Later than usual post today, but I promise I have a good reason! I wanted to pull one of these #WCW submissions from a new book that I got, Women in Science: 50 Fearless Pioneers Who Changed the World by Rachel Ignotofsky. I bought two copies, one for myself and one for my parents to add to their collection of books that their foster kids can pull from and read. I had recently been home visiting and asked their current 10yr old placement what woman from history she looked up to…. she couldn’t think of any. I loaned her a copy of another book I was given (Rad Women Worldwide: Artists and Athletes, Pirates and Punks, and Other Revolutionaries Who Shaped History) and told her to memorize one name: Ruth Bader Ginsburg. So anyways, I forgot my book at home so had to wait until I got back to finish this submission. ONWARD TO THE POST!

Unless you’ve been living under tariffed Canadian lumber, you know that on this past Saturday (Earth Day), there were worldwide marches advocating for the importance of science and fact-based decision making. In the spirit of those marches, I decided to do another STEM-heavy post with some kickass trailblazers.

Maryam Mirzakhani


In 2014, Maryam Mirzakhani became the first woman to win the Fields Medal, nicknamed the “Nobel Prize of Mathematics” for her work on Riemann surfaces. She is a professor at Stanford University, and is one of very many examples of immigrants who came to the US to kick ass. Her education in Iran, as told to The Guardian:

“…the education system in Iran is not the way people might imagine here. As a graduate student at Harvard, I had to explain quite a few times that I was allowed to attend a university as a woman in Iran. While it is true that boys and girls go to separate schools up to high school, this does not prevent them from participating say in the Olympiads or the summer camps.
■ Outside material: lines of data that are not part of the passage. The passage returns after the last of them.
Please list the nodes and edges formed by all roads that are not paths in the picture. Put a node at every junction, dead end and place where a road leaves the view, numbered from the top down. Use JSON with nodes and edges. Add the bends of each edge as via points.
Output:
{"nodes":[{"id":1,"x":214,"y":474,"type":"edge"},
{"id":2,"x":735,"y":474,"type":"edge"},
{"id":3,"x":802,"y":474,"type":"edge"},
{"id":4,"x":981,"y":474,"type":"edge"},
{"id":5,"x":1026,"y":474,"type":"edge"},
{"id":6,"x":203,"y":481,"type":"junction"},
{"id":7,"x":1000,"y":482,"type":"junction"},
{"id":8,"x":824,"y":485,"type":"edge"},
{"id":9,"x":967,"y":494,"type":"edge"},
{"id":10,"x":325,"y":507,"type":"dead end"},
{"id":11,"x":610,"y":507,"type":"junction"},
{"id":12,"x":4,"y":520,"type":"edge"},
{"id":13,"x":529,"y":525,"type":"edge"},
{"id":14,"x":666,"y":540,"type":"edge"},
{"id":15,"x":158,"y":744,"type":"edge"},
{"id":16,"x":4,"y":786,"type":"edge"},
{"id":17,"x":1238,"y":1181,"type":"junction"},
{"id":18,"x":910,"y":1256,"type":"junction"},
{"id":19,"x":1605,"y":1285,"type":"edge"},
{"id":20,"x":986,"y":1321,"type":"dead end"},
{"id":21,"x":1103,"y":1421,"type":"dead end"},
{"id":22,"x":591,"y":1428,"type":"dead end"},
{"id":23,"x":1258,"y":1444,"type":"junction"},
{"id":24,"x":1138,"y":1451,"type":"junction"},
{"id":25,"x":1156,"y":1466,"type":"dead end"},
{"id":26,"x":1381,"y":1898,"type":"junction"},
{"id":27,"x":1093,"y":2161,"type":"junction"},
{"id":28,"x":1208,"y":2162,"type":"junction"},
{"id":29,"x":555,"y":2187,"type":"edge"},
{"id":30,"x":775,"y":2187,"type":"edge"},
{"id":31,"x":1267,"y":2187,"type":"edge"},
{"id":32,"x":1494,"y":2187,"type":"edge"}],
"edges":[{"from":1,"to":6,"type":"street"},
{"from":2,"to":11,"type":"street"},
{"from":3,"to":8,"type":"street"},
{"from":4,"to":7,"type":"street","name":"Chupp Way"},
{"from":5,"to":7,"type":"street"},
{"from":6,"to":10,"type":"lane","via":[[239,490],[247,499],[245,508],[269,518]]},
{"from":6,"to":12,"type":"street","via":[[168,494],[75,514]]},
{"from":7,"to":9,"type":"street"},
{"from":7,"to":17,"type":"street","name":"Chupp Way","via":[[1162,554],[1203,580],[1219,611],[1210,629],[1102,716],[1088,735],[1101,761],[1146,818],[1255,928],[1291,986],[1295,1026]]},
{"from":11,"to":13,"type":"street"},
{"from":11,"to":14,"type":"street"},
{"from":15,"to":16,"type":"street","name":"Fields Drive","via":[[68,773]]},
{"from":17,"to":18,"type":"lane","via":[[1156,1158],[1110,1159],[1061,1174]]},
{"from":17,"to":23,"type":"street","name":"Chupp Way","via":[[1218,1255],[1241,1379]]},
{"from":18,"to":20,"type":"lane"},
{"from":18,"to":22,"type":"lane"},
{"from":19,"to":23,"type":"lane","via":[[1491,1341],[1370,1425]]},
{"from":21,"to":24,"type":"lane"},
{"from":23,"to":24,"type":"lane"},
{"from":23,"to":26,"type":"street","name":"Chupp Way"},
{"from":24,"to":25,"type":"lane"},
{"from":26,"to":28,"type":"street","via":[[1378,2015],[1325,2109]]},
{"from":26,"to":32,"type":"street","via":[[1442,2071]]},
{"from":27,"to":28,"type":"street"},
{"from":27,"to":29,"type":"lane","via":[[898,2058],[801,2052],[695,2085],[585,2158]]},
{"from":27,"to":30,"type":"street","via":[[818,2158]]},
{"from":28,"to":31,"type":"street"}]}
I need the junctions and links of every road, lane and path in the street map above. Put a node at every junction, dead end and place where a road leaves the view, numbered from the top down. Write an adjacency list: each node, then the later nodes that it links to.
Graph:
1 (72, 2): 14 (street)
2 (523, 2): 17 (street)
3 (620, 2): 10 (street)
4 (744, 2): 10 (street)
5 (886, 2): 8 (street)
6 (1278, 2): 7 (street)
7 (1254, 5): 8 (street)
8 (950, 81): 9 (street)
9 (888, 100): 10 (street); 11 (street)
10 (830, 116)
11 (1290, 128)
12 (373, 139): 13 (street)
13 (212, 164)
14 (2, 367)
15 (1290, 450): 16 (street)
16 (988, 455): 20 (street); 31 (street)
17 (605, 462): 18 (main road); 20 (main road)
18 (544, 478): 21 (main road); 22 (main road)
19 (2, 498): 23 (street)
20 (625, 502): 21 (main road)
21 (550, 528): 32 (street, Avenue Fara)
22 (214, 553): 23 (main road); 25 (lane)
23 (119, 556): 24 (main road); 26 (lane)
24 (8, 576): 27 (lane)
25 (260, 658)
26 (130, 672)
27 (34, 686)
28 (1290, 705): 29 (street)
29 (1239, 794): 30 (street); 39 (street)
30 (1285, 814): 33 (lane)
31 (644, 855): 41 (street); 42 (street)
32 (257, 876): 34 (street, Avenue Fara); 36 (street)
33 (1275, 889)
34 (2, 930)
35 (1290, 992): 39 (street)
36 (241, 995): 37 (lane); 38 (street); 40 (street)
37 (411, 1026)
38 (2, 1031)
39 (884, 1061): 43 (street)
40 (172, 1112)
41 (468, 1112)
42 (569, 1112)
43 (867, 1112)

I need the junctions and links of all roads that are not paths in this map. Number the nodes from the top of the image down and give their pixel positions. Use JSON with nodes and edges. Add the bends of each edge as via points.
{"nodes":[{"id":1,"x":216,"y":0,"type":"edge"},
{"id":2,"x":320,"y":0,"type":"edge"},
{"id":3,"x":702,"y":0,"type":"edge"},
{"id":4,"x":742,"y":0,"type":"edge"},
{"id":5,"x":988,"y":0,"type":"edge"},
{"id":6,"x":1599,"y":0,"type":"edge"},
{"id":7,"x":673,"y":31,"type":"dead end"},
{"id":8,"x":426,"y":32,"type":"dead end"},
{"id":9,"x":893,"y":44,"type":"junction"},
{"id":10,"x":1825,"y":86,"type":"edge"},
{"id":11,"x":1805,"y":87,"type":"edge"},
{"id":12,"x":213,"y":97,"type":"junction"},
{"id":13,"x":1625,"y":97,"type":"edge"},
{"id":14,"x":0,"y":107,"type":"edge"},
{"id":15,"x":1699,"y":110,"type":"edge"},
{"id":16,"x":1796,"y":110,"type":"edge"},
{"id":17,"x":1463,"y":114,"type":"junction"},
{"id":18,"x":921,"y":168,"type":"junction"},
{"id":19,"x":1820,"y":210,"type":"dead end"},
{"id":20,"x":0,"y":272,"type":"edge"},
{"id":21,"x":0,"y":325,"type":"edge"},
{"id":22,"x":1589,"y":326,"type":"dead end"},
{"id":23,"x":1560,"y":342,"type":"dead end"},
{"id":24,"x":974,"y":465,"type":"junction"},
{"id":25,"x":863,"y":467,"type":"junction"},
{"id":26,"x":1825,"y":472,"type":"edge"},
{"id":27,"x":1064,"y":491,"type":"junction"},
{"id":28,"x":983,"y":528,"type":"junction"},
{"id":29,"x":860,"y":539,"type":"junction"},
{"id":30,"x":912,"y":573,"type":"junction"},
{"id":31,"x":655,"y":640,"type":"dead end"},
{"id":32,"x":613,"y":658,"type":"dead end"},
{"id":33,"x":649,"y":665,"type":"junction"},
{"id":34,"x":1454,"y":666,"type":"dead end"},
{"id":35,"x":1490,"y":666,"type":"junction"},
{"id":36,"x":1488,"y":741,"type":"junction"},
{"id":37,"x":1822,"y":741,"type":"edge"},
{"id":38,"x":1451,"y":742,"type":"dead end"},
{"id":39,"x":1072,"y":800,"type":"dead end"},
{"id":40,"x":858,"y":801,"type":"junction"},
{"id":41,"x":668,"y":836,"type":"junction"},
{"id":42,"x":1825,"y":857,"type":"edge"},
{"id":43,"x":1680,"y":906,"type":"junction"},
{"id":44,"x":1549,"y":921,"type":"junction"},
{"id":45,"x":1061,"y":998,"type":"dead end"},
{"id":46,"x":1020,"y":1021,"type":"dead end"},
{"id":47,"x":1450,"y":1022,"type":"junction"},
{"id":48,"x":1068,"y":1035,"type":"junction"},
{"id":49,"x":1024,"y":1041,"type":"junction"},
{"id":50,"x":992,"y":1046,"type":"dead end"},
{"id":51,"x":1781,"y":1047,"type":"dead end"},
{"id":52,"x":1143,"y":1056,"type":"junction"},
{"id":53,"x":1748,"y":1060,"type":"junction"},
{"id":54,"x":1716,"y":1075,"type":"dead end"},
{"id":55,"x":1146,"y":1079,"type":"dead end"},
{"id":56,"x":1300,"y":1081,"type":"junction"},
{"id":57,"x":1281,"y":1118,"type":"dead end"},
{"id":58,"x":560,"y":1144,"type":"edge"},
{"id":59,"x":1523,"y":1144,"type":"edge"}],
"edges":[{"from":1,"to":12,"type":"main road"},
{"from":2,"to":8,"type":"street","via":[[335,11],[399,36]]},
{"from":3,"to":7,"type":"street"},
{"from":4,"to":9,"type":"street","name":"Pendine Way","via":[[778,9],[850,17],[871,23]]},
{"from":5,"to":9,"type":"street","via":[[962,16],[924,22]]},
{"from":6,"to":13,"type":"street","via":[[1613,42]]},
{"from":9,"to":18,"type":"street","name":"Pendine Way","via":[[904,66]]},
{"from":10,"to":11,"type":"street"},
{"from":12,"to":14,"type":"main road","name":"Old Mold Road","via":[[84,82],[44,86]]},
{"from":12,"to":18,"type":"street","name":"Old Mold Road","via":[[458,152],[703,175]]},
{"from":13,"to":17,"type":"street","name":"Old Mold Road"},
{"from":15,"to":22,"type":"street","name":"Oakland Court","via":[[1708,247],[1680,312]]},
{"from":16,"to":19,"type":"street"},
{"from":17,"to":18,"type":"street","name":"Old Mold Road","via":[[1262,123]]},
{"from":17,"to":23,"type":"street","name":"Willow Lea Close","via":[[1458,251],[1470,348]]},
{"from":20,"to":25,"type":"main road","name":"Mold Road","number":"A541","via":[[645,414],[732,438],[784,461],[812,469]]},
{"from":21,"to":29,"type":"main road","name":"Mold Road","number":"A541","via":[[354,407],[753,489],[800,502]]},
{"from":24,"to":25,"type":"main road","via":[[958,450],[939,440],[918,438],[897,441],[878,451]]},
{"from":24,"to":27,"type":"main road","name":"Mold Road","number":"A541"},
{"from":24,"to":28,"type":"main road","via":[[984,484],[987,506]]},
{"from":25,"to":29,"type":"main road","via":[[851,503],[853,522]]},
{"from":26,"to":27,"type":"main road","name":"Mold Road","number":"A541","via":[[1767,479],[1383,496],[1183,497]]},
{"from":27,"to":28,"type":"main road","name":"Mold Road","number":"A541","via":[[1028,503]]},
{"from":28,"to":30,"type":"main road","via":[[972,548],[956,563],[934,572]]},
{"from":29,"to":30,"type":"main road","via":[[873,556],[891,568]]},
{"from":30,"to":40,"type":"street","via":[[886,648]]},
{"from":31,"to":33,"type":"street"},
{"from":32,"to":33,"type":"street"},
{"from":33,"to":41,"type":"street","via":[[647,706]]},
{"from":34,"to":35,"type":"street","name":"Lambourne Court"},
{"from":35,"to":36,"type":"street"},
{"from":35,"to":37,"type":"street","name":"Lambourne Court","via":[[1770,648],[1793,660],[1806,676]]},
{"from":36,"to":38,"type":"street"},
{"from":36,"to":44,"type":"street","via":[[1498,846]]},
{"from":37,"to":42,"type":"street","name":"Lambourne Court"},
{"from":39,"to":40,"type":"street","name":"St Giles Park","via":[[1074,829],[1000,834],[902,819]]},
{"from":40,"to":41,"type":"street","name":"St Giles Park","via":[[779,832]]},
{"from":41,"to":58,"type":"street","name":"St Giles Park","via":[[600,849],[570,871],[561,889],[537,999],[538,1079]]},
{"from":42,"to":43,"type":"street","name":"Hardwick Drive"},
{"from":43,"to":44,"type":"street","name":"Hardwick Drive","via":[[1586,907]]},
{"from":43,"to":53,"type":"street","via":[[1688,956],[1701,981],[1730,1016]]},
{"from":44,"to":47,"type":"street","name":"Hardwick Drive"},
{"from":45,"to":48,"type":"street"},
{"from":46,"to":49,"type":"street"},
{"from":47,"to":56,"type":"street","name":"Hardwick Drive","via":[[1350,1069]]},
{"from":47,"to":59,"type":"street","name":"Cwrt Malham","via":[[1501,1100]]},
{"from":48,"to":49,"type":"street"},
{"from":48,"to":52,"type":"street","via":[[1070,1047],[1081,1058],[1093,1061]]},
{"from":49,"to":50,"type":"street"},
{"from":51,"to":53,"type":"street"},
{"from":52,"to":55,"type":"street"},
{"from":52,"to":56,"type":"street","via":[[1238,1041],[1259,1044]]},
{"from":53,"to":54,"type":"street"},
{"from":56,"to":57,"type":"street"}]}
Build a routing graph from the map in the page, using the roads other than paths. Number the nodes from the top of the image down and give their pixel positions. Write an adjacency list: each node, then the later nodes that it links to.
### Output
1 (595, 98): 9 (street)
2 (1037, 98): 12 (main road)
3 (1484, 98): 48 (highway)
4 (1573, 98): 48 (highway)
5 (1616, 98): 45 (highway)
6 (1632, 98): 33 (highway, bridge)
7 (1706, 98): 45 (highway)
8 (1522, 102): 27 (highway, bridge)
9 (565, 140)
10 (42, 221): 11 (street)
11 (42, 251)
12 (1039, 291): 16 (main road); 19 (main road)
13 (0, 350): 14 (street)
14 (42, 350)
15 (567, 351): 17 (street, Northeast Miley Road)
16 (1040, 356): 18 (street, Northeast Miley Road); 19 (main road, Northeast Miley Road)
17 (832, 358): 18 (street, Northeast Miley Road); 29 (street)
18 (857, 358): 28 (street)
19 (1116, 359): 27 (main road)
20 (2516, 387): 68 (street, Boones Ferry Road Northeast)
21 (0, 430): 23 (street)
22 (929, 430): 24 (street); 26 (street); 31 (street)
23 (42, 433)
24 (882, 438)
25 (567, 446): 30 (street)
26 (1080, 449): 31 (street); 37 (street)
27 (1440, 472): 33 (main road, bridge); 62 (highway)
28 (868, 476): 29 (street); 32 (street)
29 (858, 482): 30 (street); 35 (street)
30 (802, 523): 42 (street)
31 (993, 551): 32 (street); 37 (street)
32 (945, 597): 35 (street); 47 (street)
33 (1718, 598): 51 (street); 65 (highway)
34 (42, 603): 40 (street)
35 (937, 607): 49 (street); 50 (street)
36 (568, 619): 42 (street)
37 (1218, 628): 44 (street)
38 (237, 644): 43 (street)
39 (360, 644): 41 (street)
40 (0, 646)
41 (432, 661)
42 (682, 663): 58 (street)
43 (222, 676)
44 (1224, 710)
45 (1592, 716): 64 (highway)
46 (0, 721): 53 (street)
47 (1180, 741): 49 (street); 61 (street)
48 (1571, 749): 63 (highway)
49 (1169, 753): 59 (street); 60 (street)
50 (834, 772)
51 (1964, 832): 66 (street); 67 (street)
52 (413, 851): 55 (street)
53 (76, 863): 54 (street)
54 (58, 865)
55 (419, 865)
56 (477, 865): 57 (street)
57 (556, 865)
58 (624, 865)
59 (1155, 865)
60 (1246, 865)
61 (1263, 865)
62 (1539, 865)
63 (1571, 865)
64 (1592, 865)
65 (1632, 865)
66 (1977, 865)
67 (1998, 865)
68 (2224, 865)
But there are many differences: In Iran you choose your major before going to college, and there is a national entrance exam for universities. Also, at least in my class in college, we were more focused on problem-solving than on taking advanced courses.”

Peggy Whitson


Peggy Whitson is an American biochemist who has officially logged more time in space (534 days as of April 24th) than any American before her. When her current mission is complete, she will have logged a total of 650 days. Her call with President Donald Trump was great (best moment starts at 4:49 when Peggy is describing all the innovations needed to go to Mars, and how water is such a precious resource. Trump’s response is classic).

Sylvia Earle


Sylvia Earle is a marine biologist that is a trailblazer in her field. She was the first woman to dive out of an already submerged submarine via lockout chamber and in 1979 set a women’s untethered depth record of 1,250ft when she walked the ocean floor in her open-ocean JIM suit. She then went on to develop the Deep Rover submarine and became a National Geographic explorer-in-residence in 1998. To this day, Sylvia works to use her expertise to tackle issues such as over-fishing, pollution, effects of oil spills, and oceanic dead zones. She has launched the non-profit Mission Blue in 2009, which aims to help protect and preserve the oceans and their ecosystems.